ACINDIRARAK MI, CANINI YAKARAK MI?
Ekonomik kriz derinleşiyor ve kendisini işyerlerinde giderek daha fazla hissettiriyor. Krizden daha fazla etkilenen şirketler de, ayakta kalabilmek için tasarrufa yöneliyor. Tasarruf edilen ilk alan, işçilik maliyetleri.

Ekonomik kriz derinleşiyor ve kendisini işyerlerinde giderek daha fazla hissettiriyor. Krizden daha fazla etkilenen şirketler de, ayakta kalabilmek için tasarrufa yöneliyor. Tasarruf edilen ilk alan, işçilik maliyetleri.
Bazı şirketler de küçülerek krizi atlatma derdinde. Bunlar da işçi çıkarıyor.
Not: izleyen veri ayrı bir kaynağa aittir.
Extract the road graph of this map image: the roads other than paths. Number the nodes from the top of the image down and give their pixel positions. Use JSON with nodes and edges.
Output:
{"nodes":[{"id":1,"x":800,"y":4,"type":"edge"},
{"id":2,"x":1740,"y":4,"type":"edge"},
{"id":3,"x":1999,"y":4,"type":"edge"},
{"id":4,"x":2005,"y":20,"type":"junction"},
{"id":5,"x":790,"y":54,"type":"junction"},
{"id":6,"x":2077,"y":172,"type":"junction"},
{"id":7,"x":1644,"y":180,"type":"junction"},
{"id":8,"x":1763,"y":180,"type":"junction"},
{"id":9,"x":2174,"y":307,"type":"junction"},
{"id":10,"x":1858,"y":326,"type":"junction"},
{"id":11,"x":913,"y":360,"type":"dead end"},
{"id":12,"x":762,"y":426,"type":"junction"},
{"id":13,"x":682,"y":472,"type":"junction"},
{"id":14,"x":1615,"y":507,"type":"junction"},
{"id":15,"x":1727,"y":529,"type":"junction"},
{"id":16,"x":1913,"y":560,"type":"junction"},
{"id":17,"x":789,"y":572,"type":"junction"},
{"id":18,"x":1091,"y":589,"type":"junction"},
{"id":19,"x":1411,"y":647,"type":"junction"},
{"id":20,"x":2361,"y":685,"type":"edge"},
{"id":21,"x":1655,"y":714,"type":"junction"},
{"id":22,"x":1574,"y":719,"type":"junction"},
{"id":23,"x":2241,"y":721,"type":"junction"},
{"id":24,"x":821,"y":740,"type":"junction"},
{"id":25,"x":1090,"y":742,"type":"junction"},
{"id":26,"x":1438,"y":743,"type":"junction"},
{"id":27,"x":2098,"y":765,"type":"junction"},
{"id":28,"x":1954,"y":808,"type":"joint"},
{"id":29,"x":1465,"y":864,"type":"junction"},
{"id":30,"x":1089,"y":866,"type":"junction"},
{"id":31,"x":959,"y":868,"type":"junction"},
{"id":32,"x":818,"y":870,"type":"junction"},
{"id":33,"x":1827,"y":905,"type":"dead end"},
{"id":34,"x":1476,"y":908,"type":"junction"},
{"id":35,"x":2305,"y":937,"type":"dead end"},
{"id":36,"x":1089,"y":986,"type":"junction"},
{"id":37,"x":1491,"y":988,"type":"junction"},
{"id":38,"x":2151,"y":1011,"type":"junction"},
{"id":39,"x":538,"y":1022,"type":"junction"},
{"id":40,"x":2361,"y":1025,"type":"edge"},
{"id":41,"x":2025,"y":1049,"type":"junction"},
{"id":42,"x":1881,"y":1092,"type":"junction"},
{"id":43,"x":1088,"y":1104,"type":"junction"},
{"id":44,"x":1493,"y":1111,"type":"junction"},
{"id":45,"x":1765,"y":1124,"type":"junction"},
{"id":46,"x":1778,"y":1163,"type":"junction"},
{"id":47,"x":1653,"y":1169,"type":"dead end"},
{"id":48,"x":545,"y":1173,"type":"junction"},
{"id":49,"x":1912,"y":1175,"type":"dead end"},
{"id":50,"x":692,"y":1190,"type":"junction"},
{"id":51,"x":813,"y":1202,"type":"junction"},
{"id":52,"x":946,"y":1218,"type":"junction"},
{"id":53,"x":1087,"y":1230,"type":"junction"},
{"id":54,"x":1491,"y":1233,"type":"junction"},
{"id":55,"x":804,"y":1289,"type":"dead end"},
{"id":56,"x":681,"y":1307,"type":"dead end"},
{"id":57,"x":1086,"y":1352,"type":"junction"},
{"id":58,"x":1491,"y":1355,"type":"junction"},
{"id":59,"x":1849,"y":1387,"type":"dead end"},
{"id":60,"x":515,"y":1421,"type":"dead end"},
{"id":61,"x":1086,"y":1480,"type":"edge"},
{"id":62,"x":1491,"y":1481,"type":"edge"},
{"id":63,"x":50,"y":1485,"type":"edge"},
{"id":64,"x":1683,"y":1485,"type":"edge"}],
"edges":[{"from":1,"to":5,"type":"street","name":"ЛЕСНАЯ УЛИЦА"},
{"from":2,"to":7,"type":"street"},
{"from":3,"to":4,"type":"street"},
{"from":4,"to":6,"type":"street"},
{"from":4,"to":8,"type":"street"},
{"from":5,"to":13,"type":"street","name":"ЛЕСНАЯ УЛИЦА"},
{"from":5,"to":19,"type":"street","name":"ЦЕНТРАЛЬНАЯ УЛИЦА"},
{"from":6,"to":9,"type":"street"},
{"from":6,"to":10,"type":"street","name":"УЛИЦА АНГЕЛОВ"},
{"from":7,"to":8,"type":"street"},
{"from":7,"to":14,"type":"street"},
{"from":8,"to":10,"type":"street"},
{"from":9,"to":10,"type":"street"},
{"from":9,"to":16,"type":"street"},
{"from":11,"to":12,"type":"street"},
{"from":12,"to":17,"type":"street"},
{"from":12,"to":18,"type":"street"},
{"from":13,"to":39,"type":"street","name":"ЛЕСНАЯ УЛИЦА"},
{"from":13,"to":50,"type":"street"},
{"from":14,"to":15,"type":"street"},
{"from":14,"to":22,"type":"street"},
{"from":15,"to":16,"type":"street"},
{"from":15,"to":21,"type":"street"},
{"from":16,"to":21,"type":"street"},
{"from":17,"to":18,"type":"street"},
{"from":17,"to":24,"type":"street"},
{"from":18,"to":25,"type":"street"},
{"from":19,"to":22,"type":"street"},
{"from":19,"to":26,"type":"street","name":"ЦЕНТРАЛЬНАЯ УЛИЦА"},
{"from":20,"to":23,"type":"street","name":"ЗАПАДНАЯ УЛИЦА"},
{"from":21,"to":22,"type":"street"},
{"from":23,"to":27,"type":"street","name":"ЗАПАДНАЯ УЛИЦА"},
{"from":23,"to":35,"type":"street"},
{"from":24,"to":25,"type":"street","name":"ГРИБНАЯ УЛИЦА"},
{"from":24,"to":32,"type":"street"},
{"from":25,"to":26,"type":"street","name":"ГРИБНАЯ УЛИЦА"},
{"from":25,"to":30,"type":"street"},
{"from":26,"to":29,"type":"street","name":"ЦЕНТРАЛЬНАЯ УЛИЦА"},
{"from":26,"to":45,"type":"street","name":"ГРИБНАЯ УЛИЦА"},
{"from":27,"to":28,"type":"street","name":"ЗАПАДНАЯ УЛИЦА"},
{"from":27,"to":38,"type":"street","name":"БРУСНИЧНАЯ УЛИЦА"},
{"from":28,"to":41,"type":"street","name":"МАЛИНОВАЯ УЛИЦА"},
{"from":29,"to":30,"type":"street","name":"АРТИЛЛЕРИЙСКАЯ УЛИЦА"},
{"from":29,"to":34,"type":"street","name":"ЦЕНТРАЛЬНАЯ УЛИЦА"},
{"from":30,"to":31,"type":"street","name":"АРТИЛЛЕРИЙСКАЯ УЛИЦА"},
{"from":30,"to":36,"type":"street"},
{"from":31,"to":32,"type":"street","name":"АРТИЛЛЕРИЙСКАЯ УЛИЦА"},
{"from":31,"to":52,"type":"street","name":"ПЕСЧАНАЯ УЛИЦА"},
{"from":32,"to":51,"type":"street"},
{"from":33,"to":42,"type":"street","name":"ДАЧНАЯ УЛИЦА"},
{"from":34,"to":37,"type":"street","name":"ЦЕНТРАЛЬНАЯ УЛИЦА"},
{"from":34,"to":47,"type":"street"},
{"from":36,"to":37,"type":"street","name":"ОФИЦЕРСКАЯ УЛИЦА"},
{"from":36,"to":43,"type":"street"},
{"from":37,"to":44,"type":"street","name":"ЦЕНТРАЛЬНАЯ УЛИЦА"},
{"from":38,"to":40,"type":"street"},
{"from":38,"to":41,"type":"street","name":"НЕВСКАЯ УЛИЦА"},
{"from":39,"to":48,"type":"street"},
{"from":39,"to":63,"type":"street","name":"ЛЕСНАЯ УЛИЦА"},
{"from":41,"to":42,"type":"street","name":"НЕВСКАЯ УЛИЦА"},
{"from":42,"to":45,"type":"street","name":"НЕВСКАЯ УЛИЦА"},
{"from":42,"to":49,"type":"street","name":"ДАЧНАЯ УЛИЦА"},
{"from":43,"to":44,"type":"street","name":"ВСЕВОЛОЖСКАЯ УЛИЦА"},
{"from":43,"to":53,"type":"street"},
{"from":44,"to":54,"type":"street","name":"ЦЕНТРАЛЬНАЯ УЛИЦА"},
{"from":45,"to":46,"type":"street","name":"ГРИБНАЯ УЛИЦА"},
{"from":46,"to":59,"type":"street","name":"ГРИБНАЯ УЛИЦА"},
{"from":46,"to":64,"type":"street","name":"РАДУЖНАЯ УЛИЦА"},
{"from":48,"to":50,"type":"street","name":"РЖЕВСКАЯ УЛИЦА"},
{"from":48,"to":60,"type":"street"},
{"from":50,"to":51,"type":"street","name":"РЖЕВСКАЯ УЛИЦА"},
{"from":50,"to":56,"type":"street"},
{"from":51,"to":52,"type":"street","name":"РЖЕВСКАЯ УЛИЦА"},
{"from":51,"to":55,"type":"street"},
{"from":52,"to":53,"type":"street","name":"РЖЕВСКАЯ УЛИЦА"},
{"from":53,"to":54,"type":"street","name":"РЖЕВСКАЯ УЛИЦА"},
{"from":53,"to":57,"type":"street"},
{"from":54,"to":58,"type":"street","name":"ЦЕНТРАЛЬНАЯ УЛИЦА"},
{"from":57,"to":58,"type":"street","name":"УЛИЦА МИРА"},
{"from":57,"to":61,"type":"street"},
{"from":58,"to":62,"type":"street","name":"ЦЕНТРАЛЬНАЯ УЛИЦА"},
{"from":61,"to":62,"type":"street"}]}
Önümüzdeki aylar sınıf mücadelesinin hızla yoğunlaşacağı ve sertleşeceği bir dönem olacak. İnsanlar hayatlarından memnunsa, geleceğe güvenle bakıyorsa, kimse kitleleri harekete geçiremez. İnsanlar hayatlarından memnun değilse ve geleceğe kaygı ve korkuyla bakıyorsa; hele bir de zayıflayan bir siyasal iktidar varsa; kimse kitlelerin harekete geçmesini engelleyemez.
Canı yanan, başkalarının da canını yakar. Oturduğu minder tutuşan, ayağa fırladığında kanun, polis, jandarma filan dinlemez. İşçi sınıfının memur statüsünde istihdam edilen kesimi, Memur-Sen’in geçen yıl hükümetle imzaladığı toplu iş sözleşmesi taklidi metnin olumsuz sonuçlarını, enflasyon oranının artmasıyla yavaş yavaş hissediyor. Kamu kesimi işçileri bu sıkıntıları 2014 un son aylarında başlayacak yeni dönem toplusözleşme görüşmelerinde görecek. Özel sektör işçileri ise krizin etkilerini doğrudan yaşıyor. Eylemler gündemde.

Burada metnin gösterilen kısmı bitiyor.